Surprisingly, most sea urchins were eaten – not by lobsters – but by sharks. This fact challenges the prevailing beliefs that lobsters are the main predators of sea urchins, and it is important for helping to inform the sea urchin management strategies that are intended to protect reefs.
“Sharks are overlooked predators of sea urchins in NSW, while the role of lobsters appears to be smaller than expected. It is important to note that sharks readily handle very large sea urchins!” says the principal investigator at the University of Newcastle, Jeremey Day.
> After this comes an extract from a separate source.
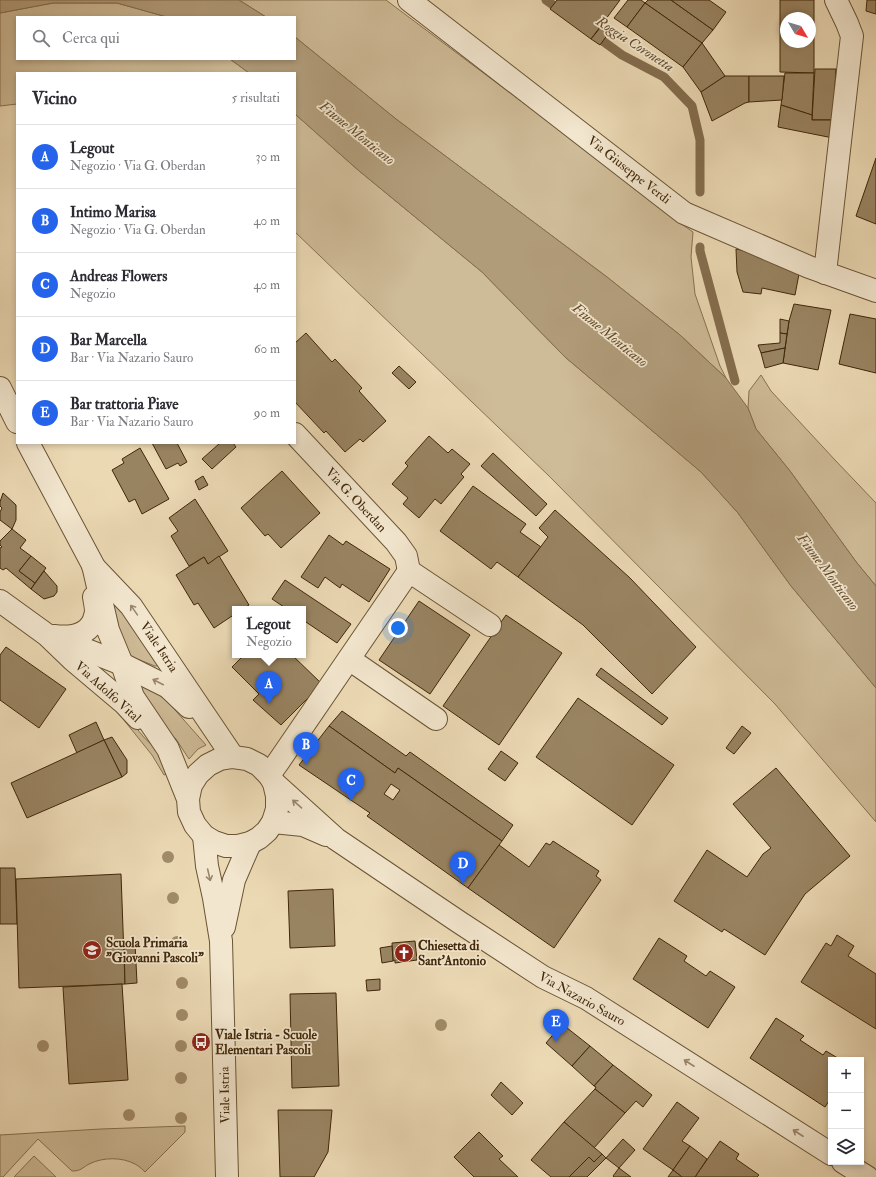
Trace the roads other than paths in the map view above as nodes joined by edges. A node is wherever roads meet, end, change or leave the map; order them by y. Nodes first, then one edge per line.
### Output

“This experiment was originally designed to show how lobsters feed on sea urchins, but sharks surprisingly entered and ate the majority (45%) of the tethered urchins, while lobsters ate few (4%),” he explains.
“It is thought that spiny lobsters are the ‘key’ predators of sea urchins, which control their abundance, while sharks are not normally considered in urchin predator models,” he adds.
Methodology
Jeremy explains that they tethered 100 sea urchins directly to a lobster den (that is, the place where lobsters live) in Wollongong over 25 nights. “Tethering” is when the sea urchins are surgically restrained to remain available for predation during the night and to be visible to our cameras, he explains, noting that they used a filtered red light to film the experiments because invertebrates do not like the white light spectrum.
Until now it was thought that there were few or none predators capable of dealing with very large urchins.
“In this study, we report the existence of a predator of urchins little considered among Port Jackson sharks and crested sharks, and we determined that the effect of lobsters on urchins in nature is smaller than previously thought. This is important because long-term efforts to control the number of urchins, ensuring the number of predators, have not had the expected effect in NSW, despite protections of > 20 years.”
“This experiment provides a plausible answer, since the lobsters generally appeared uninterested in eating urchins, and it also increases the complexity of the model, as sharks emerged unexpectedly as the predator that ate the majority of urchins. We confirm that the range of predators that eat urchins is broader than traditionally thought,” concludes Jeremy Day.